The prelims, available on youtube and which you can follow with us here, will feature Cuban heavyweight Frank Sanchez, aiming to work his way into title contention, as well as former light-heavyweight champion Oleksandr Gvozdyk, on the comeback trail in 2023 after spending four years out of the sport.

Showtime haven’t yet revealed the exact schedule of the prelims or if all scheduled fights will be shown, but we’ll have results from them as well and highlights as and when we can.

Canelo Alvarez vs. Jermell Charlo poster

Canelo Alvarez vs. Jermell Charlo live play-by-play

Round 1: Alright, here we go with the main event. Let’s see how Charlo handles this step up, and where Canelo is after what seemed like a downturn in form over the last two years. Intersting that straight from the opening Canelo seems to be looking to be light on his feet- not typical for him. Barely a punch throwin in the opening minute. Canelo swings wild with a left to the body. He has to be really careful, he’s gassed himself with those loaded shots in both his last two fights, despite winnin gthe. A left upstairs lands on Charlo’s gloves. Then he steps in and throws a right. Couple of clubbing shots, he’s very deliberately hitting Charlo’s biceps here, somethings he’s been known to do. Not a scoring punch, but a useful one. Anyway, so little actually happened there that I’m going for a first for me and scoring it 10-10.

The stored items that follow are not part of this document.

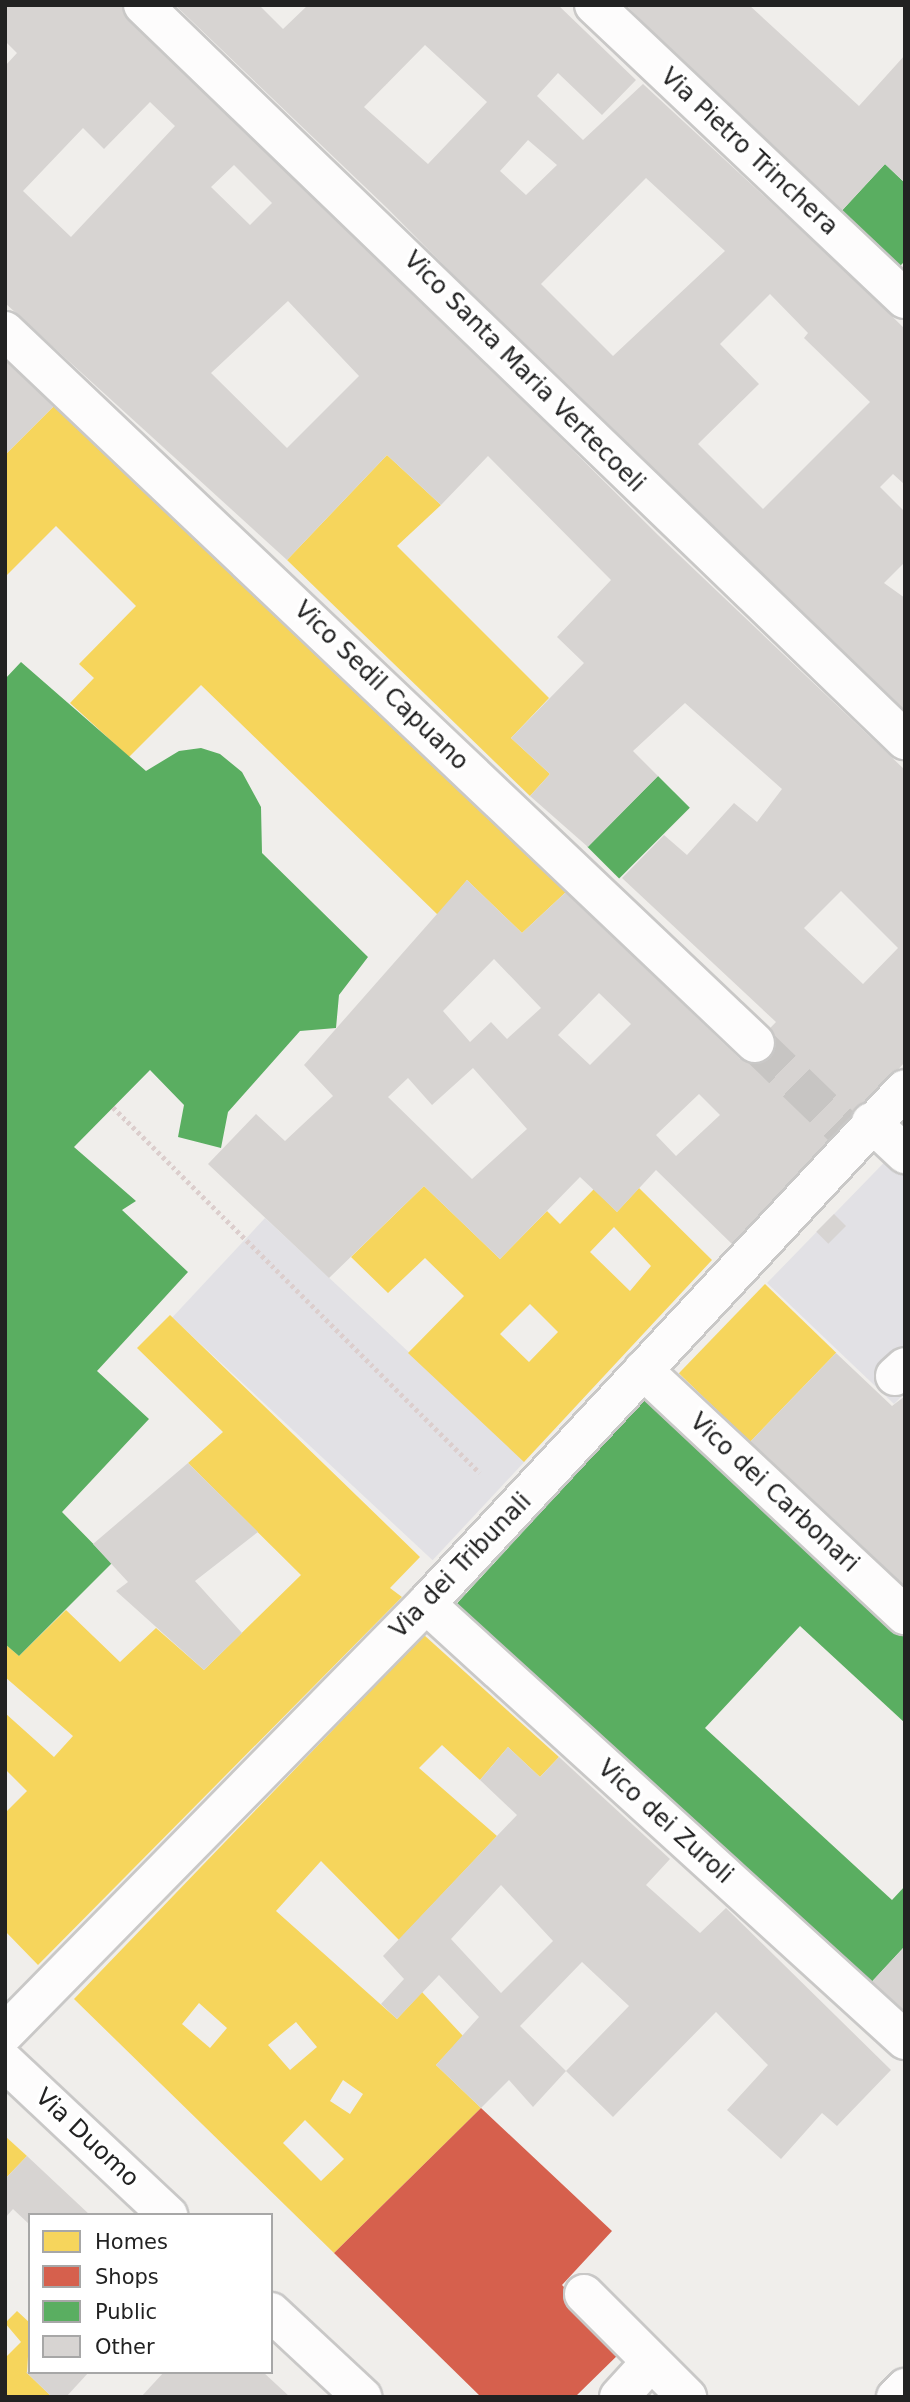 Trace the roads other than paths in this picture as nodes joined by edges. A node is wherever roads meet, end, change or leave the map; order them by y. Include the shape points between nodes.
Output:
1 (143, 5) edge
2 (594, 5) edge
3 (905, 299) edge
4 (5, 331) edge
5 (905, 740) edge
6 (755, 1043) tunnel mouth
7 (905, 1088) edge
8 (856, 1130) junction
9 (905, 1154) edge
10 (643, 1370) junction
11 (426, 1604) junction
12 (905, 1615) edge
13 (5, 2033) edge
14 (905, 2040) edge
15 (5, 2062) edge
16 (166, 2213) edge
17 (584, 2294) dead end
18 (273, 2314) edge
19 (650, 2362) junction
20 (905, 2388) edge
21 (362, 2397) edge
22 (619, 2397) edge
23 (687, 2397) edge
24 (896, 2397) edge

1 - 5 street, Vico Santa Maria Vertecoeli
2 - 3 street, Via Pietro Trinchera
4 - 6 street, Vico Sedil Capuano
7 - 8 street, Via dei Tribunali
8 - 9 street
8 - 10 street, Via dei Tribunali
10 - 11 street, Via dei Tribunali
10 - 12 street, Vico dei Carbonari
11 - 13 street, Via dei Tribunali
11 - 14 street, Vico dei Zuroli
15 - 16 street, Via Duomo
17 - 19 street
18 - 21 street
19 - 22 street
19 - 23 street
20 - 24 street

Round 2: This is more like it from Canelo, pushing Charlo to the ropes and unloading. Charlo jabbing but not really landing. Does get a bodyshot home. Canelo responds in kind. There’s some mess tie-ups already so far, too. Charlo ducks under a huge left hook. Big bodyshot lands from Canelo. And a straight right. Canelo treating Charlo a bit like he did Plant- going a bit rough-and-ready to break through the defences quickly. 10-9 Canelo, 20-19

Round 3: Canelo really looking to make it physical against Charlo, who don’t forget is jumping up two divisions for this. Lands a big bodyshot, it’s called low (to the hip) but it’ll still slow Charlo’s movement. Straight right connects upstairs and Charlo seems to feel it. And as we go on, I do think Canelo has definitely been working on speeding up his footwork, a lot of small rapid steps to keep Charlo pinned in a way we don’t usually see from him. Big left hook and Charlo ducks under and holds. Snappy jab. Jermell jabbing nicely, but he’s not really doing much in the way of power punches. Canelo also not sitting on the stool between rounds- he’s fired up here. 10-9 Canelo, 30-28

Round 4: Lead left hook splits Charlo’s guard as we get going. Charlo is struggling to land much – despite Canelo’s seeminngly reduced head movement he still evades most of what’s thrown. Once again marching forward and throwing big shots. Charlo throws a little combination followed by an uppercut, Canelo slips back from it and counters. Pushes Charlo into a corner then clocks him with a big overhand right. Charlo get a big left hook counter in a few seconds later. This is a bullying performance from Canelo though. 10-9 Canelo, 40-37

Round 5: Canelo pushing once again. An exchange of left hooks leaves Charlo rocking back a bit. That said, a little while later he lands another big left of his own that Canelo feels. Still marching forward though. Canelo having a lot of success faking a jab then stepping in and coming round Charlo’s guard with a right hand. Charlo slips trying to land another left hook. Doesn’t fall, just slides a bit, but he’s got to be careful not to overbalance, if Canelo had been a step closer that could have been trouble. Nice combination from Jermell, and a nice left hook. Bodyshot and right hand from Canelo. 10-9 Canelo, 50-46, but that’s Charlo’s best round for punches landed.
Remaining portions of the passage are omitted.